Give every entry again, word for word.

Start of Extracted information

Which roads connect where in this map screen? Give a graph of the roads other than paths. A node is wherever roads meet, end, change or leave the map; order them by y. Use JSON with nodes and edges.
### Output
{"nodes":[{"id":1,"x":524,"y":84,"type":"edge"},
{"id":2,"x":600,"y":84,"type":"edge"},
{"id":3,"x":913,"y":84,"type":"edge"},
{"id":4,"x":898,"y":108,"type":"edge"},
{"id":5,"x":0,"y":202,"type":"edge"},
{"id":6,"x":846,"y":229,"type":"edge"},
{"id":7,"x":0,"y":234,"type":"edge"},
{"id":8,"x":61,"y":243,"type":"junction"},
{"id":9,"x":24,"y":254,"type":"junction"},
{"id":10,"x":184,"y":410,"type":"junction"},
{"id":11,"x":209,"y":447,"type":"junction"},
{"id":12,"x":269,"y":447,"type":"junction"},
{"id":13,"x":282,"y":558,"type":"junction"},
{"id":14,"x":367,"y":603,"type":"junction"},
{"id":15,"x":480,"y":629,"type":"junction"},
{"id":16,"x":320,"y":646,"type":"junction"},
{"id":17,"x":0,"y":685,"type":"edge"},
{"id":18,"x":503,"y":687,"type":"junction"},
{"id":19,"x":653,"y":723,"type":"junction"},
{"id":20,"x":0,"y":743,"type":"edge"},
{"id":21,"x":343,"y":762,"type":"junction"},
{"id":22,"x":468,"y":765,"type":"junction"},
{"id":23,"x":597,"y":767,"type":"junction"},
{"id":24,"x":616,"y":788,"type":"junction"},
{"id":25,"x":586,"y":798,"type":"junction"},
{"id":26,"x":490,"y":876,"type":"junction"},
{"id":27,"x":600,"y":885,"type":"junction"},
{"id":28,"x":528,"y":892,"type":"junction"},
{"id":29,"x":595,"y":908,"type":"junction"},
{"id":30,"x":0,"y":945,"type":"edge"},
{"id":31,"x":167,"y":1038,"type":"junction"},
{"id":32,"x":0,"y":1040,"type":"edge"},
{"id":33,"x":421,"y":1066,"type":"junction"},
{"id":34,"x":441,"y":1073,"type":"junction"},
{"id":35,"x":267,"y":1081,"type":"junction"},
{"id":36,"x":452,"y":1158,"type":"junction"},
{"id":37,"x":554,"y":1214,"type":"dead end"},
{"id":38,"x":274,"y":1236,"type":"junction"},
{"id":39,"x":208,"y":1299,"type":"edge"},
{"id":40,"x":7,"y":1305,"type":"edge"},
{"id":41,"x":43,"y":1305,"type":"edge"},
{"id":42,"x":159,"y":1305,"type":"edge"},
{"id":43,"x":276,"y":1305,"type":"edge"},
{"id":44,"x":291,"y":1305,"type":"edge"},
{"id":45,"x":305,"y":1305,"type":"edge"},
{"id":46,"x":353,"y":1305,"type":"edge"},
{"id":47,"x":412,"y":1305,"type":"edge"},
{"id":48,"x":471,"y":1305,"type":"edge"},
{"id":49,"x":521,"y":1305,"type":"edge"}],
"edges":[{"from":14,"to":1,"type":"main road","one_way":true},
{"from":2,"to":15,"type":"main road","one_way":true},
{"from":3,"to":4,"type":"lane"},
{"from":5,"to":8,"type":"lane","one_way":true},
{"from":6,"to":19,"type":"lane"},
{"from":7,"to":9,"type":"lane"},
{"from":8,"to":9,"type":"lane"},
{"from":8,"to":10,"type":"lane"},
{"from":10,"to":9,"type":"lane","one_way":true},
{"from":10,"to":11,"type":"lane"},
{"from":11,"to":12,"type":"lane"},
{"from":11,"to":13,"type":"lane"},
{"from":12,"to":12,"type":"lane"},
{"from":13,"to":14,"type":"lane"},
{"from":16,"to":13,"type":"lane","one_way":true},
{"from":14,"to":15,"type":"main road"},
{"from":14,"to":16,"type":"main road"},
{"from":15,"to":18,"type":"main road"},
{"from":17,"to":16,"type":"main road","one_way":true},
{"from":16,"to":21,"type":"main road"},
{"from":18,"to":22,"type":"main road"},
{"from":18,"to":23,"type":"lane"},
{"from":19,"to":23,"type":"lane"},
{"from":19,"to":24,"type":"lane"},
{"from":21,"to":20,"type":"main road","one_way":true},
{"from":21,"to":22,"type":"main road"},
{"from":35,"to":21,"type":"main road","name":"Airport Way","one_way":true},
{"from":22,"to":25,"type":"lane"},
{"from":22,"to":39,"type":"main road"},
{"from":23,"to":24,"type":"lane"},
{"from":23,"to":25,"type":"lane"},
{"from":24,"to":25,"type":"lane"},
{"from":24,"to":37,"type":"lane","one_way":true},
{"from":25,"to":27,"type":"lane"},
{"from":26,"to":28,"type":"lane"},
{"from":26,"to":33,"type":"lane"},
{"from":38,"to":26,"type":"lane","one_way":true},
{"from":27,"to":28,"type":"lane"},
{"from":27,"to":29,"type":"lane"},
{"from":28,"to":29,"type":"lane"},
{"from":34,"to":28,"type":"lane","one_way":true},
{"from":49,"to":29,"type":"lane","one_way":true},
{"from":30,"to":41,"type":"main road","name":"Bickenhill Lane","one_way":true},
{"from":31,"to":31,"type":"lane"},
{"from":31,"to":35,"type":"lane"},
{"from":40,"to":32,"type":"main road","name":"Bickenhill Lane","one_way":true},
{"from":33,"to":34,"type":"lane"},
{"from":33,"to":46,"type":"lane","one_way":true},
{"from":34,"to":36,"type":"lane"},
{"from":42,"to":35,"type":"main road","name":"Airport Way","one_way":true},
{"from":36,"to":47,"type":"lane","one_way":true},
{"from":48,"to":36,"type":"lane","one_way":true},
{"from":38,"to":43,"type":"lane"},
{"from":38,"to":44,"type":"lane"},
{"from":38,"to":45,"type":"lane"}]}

End of Extracted information

__Response box__.
Which roads connect where in this map screen? Give a graph of the roads other than paths. A node is wherever roads meet, end, change or leave the map; order them by y. Use JSON with nodes and edges.
### Output
{"nodes":[{"id":1,"x":524,"y":84,"type":"edge"},
{"id":2,"x":600,"y":84,"type":"edge"},
{"id":3,"x":913,"y":84,"type":"edge"},
{"id":4,"x":898,"y":108,"type":"edge"},
{"id":5,"x":0,"y":202,"type":"edge"},
{"id":6,"x":846,"y":229,"type":"edge"},
{"id":7,"x":0,"y":234,"type":"edge"},
{"id":8,"x":61,"y":243,"type":"junction"},
{"id":9,"x":24,"y":254,"type":"junction"},
{"id":10,"x":184,"y":410,"type":"junction"},
{"id":11,"x":209,"y":447,"type":"junction"},
{"id":12,"x":269,"y":447,"type":"junction"},
{"id":13,"x":282,"y":558,"type":"junction"},
{"id":14,"x":367,"y":603,"type":"junction"},
{"id":15,"x":480,"y":629,"type":"junction"},
{"id":16,"x":320,"y":646,"type":"junction"},
{"id":17,"x":0,"y":685,"type":"edge"},
{"id":18,"x":503,"y":687,"type":"junction"},
{"id":19,"x":653,"y":723,"type":"junction"},
{"id":20,"x":0,"y":743,"type":"edge"},
{"id":21,"x":343,"y":762,"type":"junction"},
{"id":22,"x":468,"y":765,"type":"junction"},
{"id":23,"x":597,"y":767,"type":"junction"},
{"id":24,"x":616,"y":788,"type":"junction"},
{"id":25,"x":586,"y":798,"type":"junction"},
{"id":26,"x":490,"y":876,"type":"junction"},
{"id":27,"x":600,"y":885,"type":"junction"},
{"id":28,"x":528,"y":892,"type":"junction"},
{"id":29,"x":595,"y":908,"type":"junction"},
{"id":30,"x":0,"y":945,"type":"edge"},
{"id":31,"x":167,"y":1038,"type":"junction"},
{"id":32,"x":0,"y":1040,"type":"edge"},
{"id":33,"x":421,"y":1066,"type":"junction"},
{"id":34,"x":441,"y":1073,"type":"junction"},
{"id":35,"x":267,"y":1081,"type":"junction"},
{"id":36,"x":452,"y":1158,"type":"junction"},
{"id":37,"x":554,"y":1214,"type":"dead end"},
{"id":38,"x":274,"y":1236,"type":"junction"},
{"id":39,"x":208,"y":1299,"type":"edge"},
{"id":40,"x":7,"y":1305,"type":"edge"},
{"id":41,"x":43,"y":1305,"type":"edge"},
{"id":42,"x":159,"y":1305,"type":"edge"},
{"id":43,"x":276,"y":1305,"type":"edge"},
{"id":44,"x":291,"y":1305,"type":"edge"},
{"id":45,"x":305,"y":1305,"type":"edge"},
{"id":46,"x":353,"y":1305,"type":"edge"},
{"id":47,"x":412,"y":1305,"type":"edge"},
{"id":48,"x":471,"y":1305,"type":"edge"},
{"id":49,"x":521,"y":1305,"type":"edge"}],
"edges":[{"from":14,"to":1,"type":"main road","one_way":true},
{"from":2,"to":15,"type":"main road","one_way":true},
{"from":3,"to":4,"type":"lane"},
{"from":5,"to":8,"type":"lane","one_way":true},
{"from":6,"to":19,"type":"lane"},
{"from":7,"to":9,"type":"lane"},
{"from":8,"to":9,"type":"lane"},
{"from":8,"to":10,"type":"lane"},
{"from":10,"to":9,"type":"lane","one_way":true},
{"from":10,"to":11,"type":"lane"},
{"from":11,"to":12,"type":"lane"},
{"from":11,"to":13,"type":"lane"},
{"from":12,"to":12,"type":"lane"},
{"from":13,"to":14,"type":"lane"},
{"from":16,"to":13,"type":"lane","one_way":true},
{"from":14,"to":15,"type":"main road"},
{"from":14,"to":16,"type":"main road"},
{"from":15,"to":18,"type":"main road"},
{"from":17,"to":16,"type":"main road","one_way":true},
{"from":16,"to":21,"type":"main road"},
{"from":18,"to":22,"type":"main road"},
{"from":18,"to":23,"type":"lane"},
{"from":19,"to":23,"type":"lane"},
{"from":19,"to":24,"type":"lane"},
{"from":21,"to":20,"type":"main road","one_way":true},
{"from":21,"to":22,"type":"main road"},
{"from":35,"to":21,"type":"main road","name":"Airport Way","one_way":true},
{"from":22,"to":25,"type":"lane"},
{"from":22,"to":39,"type":"main road"},
{"from":23,"to":24,"type":"lane"},
{"from":23,"to":25,"type":"lane"},
{"from":24,"to":25,"type":"lane"},
{"from":24,"to":37,"type":"lane","one_way":true},
{"from":25,"to":27,"type":"lane"},
{"from":26,"to":28,"type":"lane"},
{"from":26,"to":33,"type":"lane"},
{"from":38,"to":26,"type":"lane","one_way":true},
{"from":27,"to":28,"type":"lane"},
{"from":27,"to":29,"type":"lane"},
{"from":28,"to":29,"type":"lane"},
{"from":34,"to":28,"type":"lane","one_way":true},
{"from":49,"to":29,"type":"lane","one_way":true},
{"from":30,"to":41,"type":"main road","name":"Bickenhill Lane","one_way":true},
{"from":31,"to":31,"type":"lane"},
{"from":31,"to":35,"type":"lane"},
{"from":40,"to":32,"type":"main road","name":"Bickenhill Lane","one_way":true},
{"from":33,"to":34,"type":"lane"},
{"from":33,"to":46,"type":"lane","one_way":true},
{"from":34,"to":36,"type":"lane"},
{"from":42,"to":35,"type":"main road","name":"Airport Way","one_way":true},
{"from":36,"to":47,"type":"lane","one_way":true},
{"from":48,"to":36,"type":"lane","one_way":true},
{"from":38,"to":43,"type":"lane"},
{"from":38,"to":44,"type":"lane"},
{"from":38,"to":45,"type":"lane"}]}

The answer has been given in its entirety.